Standard Deviation Calculator
Data Variance Analysis
The variance is the average of the squared differences from the Mean. The standard deviation is the square root of the variance.
s = √( Σ(xi - x̄)² / (n - 1) )How to Use the Standard Deviation Calculator
Using our online Standard Deviation Calculator is the fastest way to understand the variance and dispersion within your dataset. Whether you are analyzing student test scores, financial returns, or scientific data, this tool handles the complex math instantly.
- Input your data: Type or paste your numbers into the input field, separating each value with a comma (e.g., 4, 8, 15, 16, 23, 42).
- Select your formula: Choose Sample if your data is just a portion of a larger group. Choose Population if your data represents every possible member of the group you are studying.
- Calculate: Click the calculate button. The tool will automatically compute the standard deviation, variance, mean, and item count.

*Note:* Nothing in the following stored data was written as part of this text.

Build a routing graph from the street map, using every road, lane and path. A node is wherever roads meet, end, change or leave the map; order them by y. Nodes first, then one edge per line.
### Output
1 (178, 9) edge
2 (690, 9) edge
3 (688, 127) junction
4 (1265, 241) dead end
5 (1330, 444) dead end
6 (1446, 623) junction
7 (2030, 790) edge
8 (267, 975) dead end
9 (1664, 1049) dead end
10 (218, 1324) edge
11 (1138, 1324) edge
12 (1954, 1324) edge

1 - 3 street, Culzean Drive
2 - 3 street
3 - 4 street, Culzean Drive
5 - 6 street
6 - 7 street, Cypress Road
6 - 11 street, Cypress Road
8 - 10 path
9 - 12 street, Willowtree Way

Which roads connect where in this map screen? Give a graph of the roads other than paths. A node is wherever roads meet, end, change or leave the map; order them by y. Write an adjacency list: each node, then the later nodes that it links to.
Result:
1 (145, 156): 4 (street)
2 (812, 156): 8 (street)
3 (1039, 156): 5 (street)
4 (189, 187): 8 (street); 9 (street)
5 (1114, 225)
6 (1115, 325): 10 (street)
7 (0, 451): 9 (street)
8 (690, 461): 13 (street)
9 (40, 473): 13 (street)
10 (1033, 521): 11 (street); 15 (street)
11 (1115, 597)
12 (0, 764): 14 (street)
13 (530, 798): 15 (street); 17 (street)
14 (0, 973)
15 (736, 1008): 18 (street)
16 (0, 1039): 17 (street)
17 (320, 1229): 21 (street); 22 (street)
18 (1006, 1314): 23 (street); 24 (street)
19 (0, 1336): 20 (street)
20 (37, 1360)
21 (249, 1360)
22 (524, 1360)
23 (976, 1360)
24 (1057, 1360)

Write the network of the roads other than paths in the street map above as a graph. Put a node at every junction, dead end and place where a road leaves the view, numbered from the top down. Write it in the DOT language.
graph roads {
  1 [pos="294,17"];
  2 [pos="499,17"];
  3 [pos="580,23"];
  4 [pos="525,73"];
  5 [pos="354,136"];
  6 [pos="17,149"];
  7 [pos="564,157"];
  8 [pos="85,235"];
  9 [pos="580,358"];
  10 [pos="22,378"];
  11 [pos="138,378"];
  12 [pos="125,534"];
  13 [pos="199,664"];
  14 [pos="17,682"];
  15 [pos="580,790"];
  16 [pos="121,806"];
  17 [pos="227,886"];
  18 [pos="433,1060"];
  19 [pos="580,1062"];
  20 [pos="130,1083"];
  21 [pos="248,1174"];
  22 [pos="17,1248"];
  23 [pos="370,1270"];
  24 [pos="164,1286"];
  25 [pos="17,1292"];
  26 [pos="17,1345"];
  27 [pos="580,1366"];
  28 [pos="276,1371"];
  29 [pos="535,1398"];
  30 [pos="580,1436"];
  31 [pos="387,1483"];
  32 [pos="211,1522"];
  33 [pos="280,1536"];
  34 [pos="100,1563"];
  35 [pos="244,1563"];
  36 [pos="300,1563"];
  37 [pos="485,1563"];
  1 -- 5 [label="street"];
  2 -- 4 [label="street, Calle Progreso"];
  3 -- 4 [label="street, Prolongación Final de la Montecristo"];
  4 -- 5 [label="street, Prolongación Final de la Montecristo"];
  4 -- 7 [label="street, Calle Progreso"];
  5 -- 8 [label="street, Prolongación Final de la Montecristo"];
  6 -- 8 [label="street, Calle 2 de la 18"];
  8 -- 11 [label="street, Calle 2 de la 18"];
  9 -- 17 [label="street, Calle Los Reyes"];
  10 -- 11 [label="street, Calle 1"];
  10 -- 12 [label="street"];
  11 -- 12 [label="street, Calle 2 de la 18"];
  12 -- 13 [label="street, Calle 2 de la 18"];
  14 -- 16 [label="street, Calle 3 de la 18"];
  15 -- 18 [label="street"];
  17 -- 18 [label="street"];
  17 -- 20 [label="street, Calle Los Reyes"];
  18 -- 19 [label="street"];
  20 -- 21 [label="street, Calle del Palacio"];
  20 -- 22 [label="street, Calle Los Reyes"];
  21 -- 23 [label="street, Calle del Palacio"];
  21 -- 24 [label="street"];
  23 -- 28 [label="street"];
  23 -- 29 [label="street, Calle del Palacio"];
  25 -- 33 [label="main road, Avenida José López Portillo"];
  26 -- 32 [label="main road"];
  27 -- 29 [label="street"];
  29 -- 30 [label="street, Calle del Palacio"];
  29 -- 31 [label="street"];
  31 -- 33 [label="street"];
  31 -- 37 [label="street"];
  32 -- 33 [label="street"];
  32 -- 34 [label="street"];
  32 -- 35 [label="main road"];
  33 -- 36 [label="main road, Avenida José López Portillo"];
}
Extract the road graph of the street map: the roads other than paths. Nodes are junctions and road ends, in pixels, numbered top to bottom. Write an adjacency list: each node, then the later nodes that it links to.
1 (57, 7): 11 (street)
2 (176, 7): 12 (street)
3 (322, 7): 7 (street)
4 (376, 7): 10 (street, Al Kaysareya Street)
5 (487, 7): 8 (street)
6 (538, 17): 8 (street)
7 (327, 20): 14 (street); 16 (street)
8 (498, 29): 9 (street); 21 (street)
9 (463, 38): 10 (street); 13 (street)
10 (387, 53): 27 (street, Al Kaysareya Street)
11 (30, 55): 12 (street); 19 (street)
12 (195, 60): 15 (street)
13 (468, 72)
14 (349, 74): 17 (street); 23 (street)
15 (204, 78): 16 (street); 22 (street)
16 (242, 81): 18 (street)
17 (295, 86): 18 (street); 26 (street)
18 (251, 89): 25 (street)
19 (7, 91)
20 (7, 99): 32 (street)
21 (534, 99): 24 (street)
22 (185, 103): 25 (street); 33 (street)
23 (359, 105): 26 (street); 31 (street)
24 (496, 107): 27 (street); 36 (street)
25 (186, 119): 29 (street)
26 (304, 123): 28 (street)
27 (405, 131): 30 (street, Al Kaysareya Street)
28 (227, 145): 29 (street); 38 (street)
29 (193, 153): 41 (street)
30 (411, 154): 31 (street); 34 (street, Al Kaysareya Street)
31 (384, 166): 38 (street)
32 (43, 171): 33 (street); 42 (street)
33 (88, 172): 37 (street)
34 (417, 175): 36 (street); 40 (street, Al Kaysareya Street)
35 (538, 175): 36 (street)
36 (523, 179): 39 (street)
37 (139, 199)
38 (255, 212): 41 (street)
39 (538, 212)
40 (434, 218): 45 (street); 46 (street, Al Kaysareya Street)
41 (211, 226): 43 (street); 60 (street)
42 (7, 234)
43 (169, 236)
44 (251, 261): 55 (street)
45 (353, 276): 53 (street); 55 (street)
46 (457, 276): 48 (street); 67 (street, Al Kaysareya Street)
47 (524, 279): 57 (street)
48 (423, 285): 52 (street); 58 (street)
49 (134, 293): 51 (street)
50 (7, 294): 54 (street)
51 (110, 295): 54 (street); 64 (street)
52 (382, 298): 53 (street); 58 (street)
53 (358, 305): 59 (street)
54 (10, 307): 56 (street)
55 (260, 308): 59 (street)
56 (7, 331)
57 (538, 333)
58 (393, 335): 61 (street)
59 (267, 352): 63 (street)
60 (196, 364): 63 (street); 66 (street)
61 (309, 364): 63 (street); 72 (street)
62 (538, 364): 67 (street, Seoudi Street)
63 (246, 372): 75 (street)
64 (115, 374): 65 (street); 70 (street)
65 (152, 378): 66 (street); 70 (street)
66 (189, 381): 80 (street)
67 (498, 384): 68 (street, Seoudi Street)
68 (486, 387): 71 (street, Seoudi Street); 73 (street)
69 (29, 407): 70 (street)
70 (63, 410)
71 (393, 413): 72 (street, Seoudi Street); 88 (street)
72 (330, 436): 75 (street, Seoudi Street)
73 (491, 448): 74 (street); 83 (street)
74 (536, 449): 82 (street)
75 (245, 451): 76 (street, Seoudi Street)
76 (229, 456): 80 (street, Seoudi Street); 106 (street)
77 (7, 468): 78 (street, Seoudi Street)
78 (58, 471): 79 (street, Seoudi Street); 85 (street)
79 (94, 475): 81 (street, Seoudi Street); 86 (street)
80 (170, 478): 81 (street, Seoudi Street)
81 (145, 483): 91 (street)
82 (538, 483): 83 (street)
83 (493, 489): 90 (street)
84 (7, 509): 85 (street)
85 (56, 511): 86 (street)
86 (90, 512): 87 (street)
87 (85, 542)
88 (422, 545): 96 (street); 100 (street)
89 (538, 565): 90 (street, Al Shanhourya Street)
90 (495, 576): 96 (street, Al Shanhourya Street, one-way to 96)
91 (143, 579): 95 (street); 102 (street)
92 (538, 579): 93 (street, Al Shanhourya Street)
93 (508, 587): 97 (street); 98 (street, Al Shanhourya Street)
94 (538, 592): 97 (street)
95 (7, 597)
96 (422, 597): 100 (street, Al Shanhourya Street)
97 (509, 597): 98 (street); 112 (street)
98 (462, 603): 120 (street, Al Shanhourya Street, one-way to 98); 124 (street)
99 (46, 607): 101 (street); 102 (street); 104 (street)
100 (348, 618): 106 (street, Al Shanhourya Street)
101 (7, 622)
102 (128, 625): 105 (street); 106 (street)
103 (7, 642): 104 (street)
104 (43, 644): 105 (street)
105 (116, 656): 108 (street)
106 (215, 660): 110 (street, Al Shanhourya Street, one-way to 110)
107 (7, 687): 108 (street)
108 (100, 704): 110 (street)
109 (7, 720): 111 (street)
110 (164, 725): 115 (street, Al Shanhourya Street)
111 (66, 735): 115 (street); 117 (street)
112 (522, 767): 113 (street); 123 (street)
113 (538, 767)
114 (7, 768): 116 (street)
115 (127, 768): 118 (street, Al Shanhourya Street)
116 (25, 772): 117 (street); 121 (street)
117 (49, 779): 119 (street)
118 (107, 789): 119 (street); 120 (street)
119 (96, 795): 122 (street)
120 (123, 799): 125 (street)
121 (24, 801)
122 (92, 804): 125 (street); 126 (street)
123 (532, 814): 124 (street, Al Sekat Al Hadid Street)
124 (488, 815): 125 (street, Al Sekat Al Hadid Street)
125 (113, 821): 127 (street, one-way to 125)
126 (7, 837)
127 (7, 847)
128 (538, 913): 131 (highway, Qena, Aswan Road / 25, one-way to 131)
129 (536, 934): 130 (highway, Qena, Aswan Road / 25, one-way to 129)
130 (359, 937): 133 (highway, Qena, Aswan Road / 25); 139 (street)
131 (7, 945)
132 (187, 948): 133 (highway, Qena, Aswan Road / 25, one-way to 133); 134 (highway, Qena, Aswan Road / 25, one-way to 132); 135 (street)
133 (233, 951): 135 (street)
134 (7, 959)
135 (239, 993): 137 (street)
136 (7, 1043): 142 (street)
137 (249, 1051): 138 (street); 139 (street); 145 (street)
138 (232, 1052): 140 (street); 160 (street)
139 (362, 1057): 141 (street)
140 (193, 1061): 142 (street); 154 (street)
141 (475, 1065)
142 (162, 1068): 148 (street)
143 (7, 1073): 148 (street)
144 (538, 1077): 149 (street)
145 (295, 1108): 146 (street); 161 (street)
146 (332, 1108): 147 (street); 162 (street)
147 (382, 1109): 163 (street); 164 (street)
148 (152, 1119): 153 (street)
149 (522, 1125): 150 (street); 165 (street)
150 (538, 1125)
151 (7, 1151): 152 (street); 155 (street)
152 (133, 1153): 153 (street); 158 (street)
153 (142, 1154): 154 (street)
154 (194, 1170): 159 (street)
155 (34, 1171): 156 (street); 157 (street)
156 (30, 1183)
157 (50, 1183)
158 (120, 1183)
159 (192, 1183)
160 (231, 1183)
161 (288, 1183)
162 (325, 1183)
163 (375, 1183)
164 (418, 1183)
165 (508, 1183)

Mathematical Principles: Sample vs. Population
The standard deviation formula changes slightly depending on whether you are working with a population or a sample. This standard deviation calculator accounts for both to ensure absolute accuracy.
Population Standard Deviation (σ)
When you have collected data from every single member of the population, you use the population standard deviation formula. You calculate the mean (μ), subtract the mean from each data point to square the result, sum these squared differences, and divide by the total number of data points (N). Finally, take the square root.
Sample Standard Deviation (s)
When you only have a subset of data (a sample), you use the sample standard deviation formula. This uses Bessel's correction, dividing the sum of squared differences by n - 1 instead of just N. This correction yields a slightly larger, more unbiased estimate of the true population variance.